In January, Shenji registered two further subsidiaries in Hangzhou’s Binjiang District, both headed by Nio hardware vice president Bai Jian — marking the unit’s first chip presence outside Beijing, Shanghai, and Hefei.
Anhui province has been the group’s deepest operational and financial anchor since Hefei’s 7 billion yuan municipal rescue saved the company from near-collapse in 2020.
Hefei Construction Investment Holding and Hefei Economic and Technological Development Zone Investment Promotion were among the new state-owned investors in Mirattery’s Series C3 round earlier this year.
Hefei’s local industry fund also participated in Shenji’s 2.257 billion yuan ($331.4 million) first external funding round disclosed in late February.
Shenji’s Commercialisation Push
The new subsidiaries arrive as Nio’s chip business is shifting from in-house support to external commercialisation.
Anhui Shenji formed a Chongqing joint venture with AXera Semiconductor and OmniVision Technologies in November 2025, with AXera holding 36.4% as the largest shareholder.
The arrangement generated “several hundred million yuan” in technology licensing fees for Nio, according to 36Kr — the first material revenue from the company’s multi-year chip investment.
Li disclosed on the Q3 2025 earnings call that Shenji is licensing the NX9031 to automotive and robotics customers.
“We do see a good potential of applying this high computing power chip on different types of devices. For example, on robots,” Li said at the time.
A second Shenji chip — reportedly called M97 — has completed tape-out and is being pitched to Leapmotor and Geely, per 36Kr.
Li described the M97 as “high-end advanced-process” but engineered for a broader client base than the NX9031.
In January, Nio signed a vehicle-chip industrialisation partnership with Lontium Semiconductor Corporation at the company’s F2 plant in Hefei.
“We have been deepening collaboration with local partners,” Nio wrote at the time, announcing the partnership “further fostering an open, collaborative, and win-win industrial ecosystem in Anhui and Hefei.”
Lontium shares reached an eight-month high of HK$78.59 following the announcement.
New Subsidiaries
The Anqing filing brings Nio’s recent subsidiary-registration cadence to six new entities in roughly six months.
The company registered Weineng (Wuhan) Battery Technology in October 2025, Weineng (Chengmai) Battery Technology in October 2025, two Hangzhou Shenji units in January, Weilai Battery Technology (Shanghai) Co., Ltd. on February 26, 2026, Jieshou Nio New Energy Technology in late April, and now Anqing Nio New Energy Technology.
The pattern reflects what Nio has consistently done across its chip, battery, and sub-brand business lines — creating distinct, geographically dispersed operational entities that allow capital to be raised at the subsidiary level while maintaining consolidation control at the group level.
For the chip business specifically, the buildout aligns with Shenji’s transition from cost centre to standalone commercial entity.
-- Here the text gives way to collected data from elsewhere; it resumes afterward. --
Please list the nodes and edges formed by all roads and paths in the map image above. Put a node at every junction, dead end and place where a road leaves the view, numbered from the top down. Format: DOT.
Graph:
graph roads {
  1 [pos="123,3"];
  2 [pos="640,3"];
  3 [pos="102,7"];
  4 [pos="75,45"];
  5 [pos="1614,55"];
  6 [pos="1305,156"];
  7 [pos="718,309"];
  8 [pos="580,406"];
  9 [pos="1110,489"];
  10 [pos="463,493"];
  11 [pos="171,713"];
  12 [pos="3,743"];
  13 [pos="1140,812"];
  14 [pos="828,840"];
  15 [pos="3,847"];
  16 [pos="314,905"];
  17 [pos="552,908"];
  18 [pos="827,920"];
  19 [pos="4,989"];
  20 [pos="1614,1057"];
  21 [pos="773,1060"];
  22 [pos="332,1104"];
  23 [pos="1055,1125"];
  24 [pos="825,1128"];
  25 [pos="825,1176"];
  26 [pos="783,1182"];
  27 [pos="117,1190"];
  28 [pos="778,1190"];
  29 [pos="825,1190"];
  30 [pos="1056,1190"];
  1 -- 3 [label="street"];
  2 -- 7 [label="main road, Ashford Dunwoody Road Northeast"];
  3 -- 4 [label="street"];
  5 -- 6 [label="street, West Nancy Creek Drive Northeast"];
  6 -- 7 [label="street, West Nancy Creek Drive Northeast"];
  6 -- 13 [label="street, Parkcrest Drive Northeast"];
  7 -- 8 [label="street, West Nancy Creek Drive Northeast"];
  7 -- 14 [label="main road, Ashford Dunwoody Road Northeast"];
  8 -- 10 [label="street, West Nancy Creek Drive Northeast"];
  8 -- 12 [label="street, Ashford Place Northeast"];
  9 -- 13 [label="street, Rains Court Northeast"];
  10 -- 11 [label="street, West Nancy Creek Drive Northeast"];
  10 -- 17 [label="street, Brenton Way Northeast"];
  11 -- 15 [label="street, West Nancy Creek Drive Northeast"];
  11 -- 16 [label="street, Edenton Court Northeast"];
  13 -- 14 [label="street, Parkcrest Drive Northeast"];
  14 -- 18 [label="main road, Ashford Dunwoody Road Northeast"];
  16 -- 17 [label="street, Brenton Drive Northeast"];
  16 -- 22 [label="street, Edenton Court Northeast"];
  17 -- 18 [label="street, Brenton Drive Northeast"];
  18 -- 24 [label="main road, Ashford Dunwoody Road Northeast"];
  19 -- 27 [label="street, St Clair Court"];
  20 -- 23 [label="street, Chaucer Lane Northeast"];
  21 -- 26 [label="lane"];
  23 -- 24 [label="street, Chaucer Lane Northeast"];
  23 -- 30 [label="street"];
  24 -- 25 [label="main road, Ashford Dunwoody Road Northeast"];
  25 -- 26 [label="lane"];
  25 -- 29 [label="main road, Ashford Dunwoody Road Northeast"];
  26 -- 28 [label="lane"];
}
The subsidiary closed its first external funding round at a valuation approaching 10 billion yuan ($1.4 billion) in late February.
The capital structure that emerged from that round — a Nio subsidiary retaining 62.7% ownership, external investors taking 27.3% collectively, and 10% reserved for an employee share incentive plan — established the framework for further commercialisation.
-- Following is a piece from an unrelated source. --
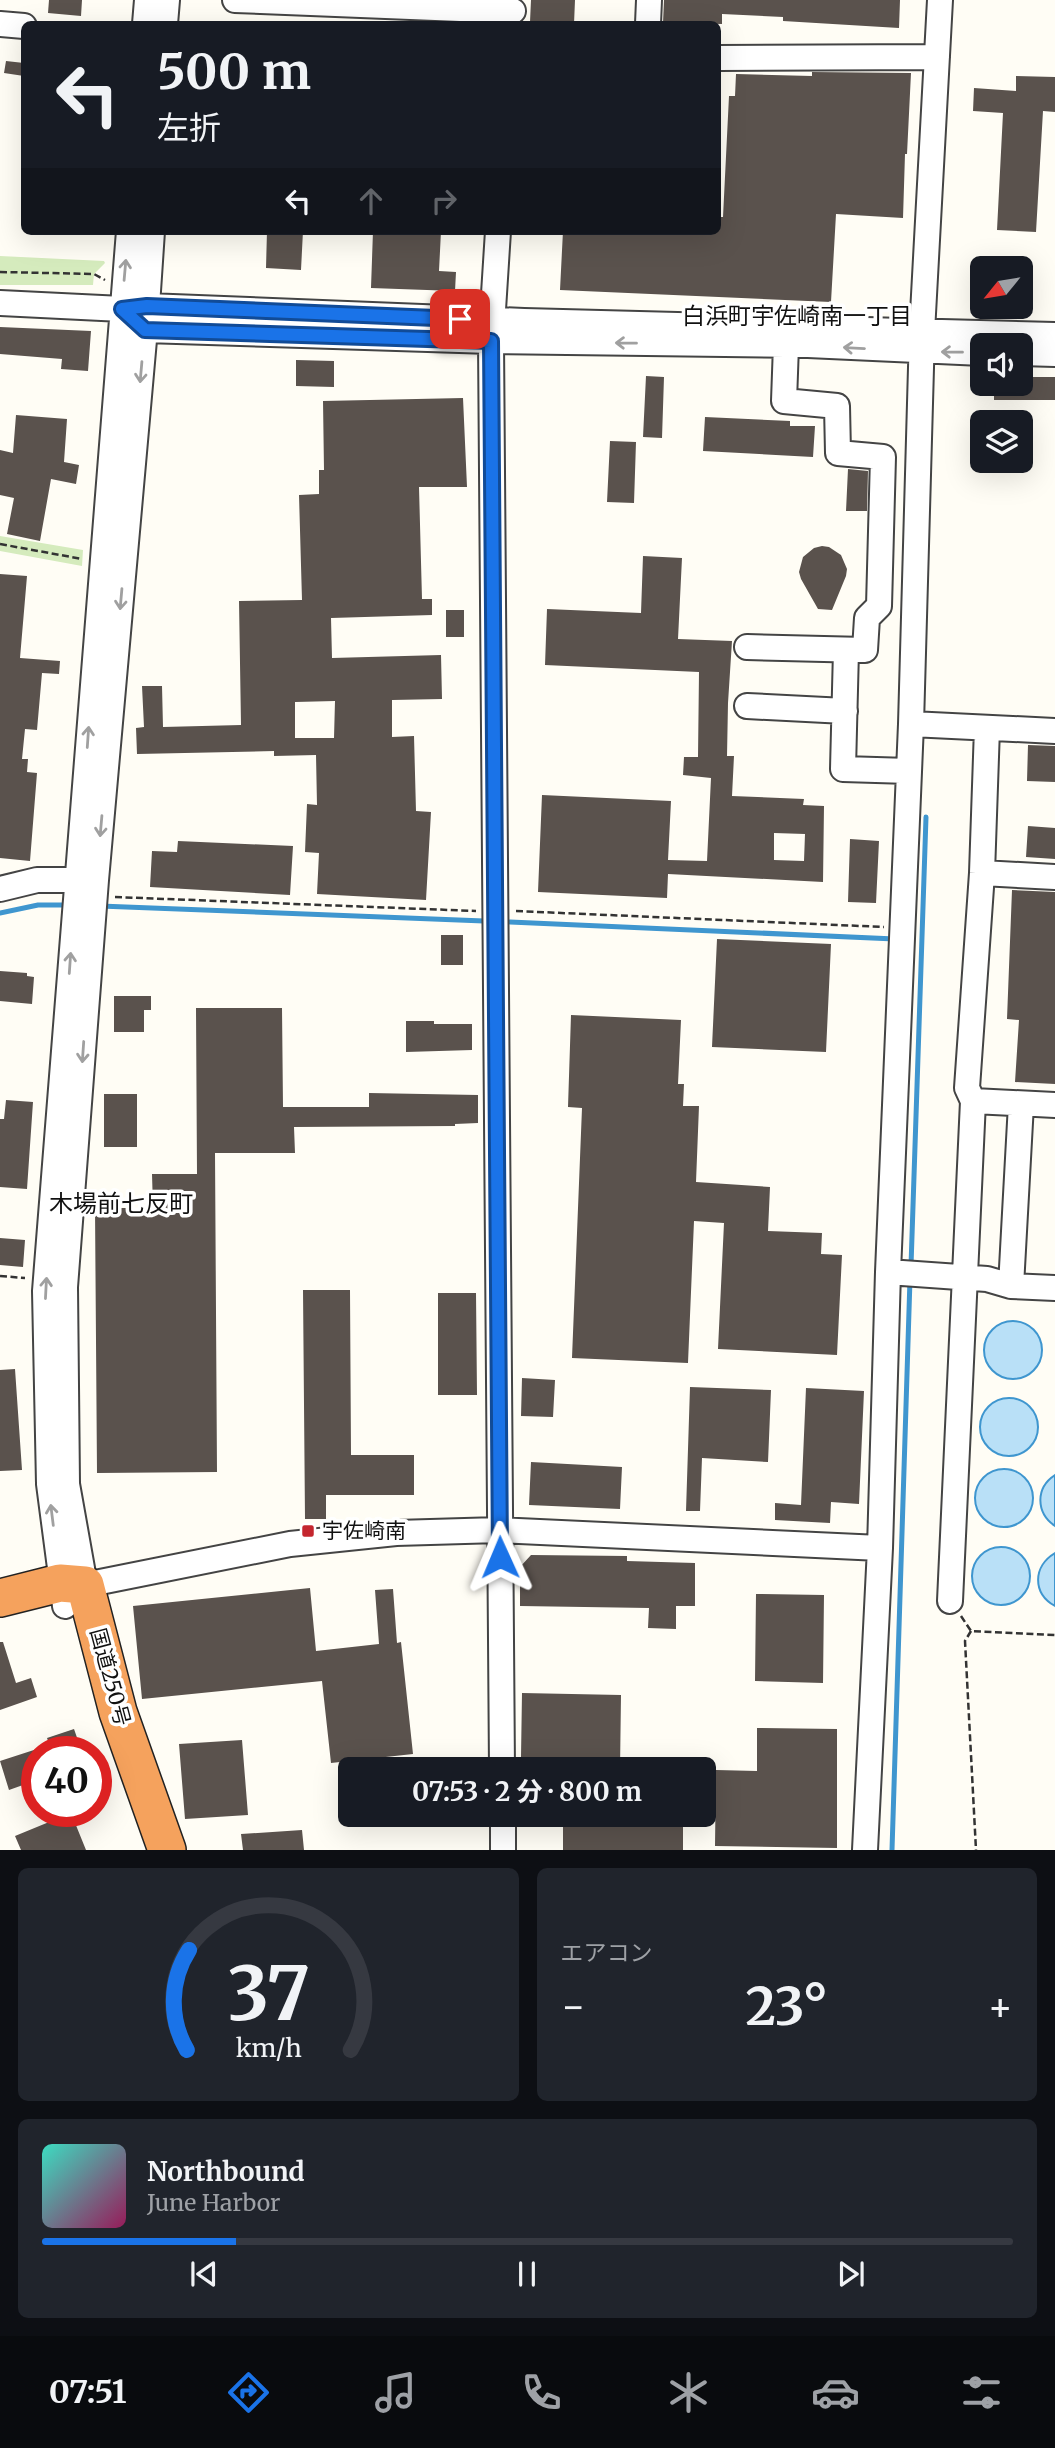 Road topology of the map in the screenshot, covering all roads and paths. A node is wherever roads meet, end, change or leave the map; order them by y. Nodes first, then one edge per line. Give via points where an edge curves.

Li has previously said the NX9031 R&D cost was equivalent to building 1,000 battery swap stations.
The chip delivers approximately 10,000 yuan ($1,470) in cost optimisation per vehicle for Nio’s own operations, according to the CEO.
“For the long term, we will continue our investments and also efforts in the chip related technologies,” Li said on the November earnings call.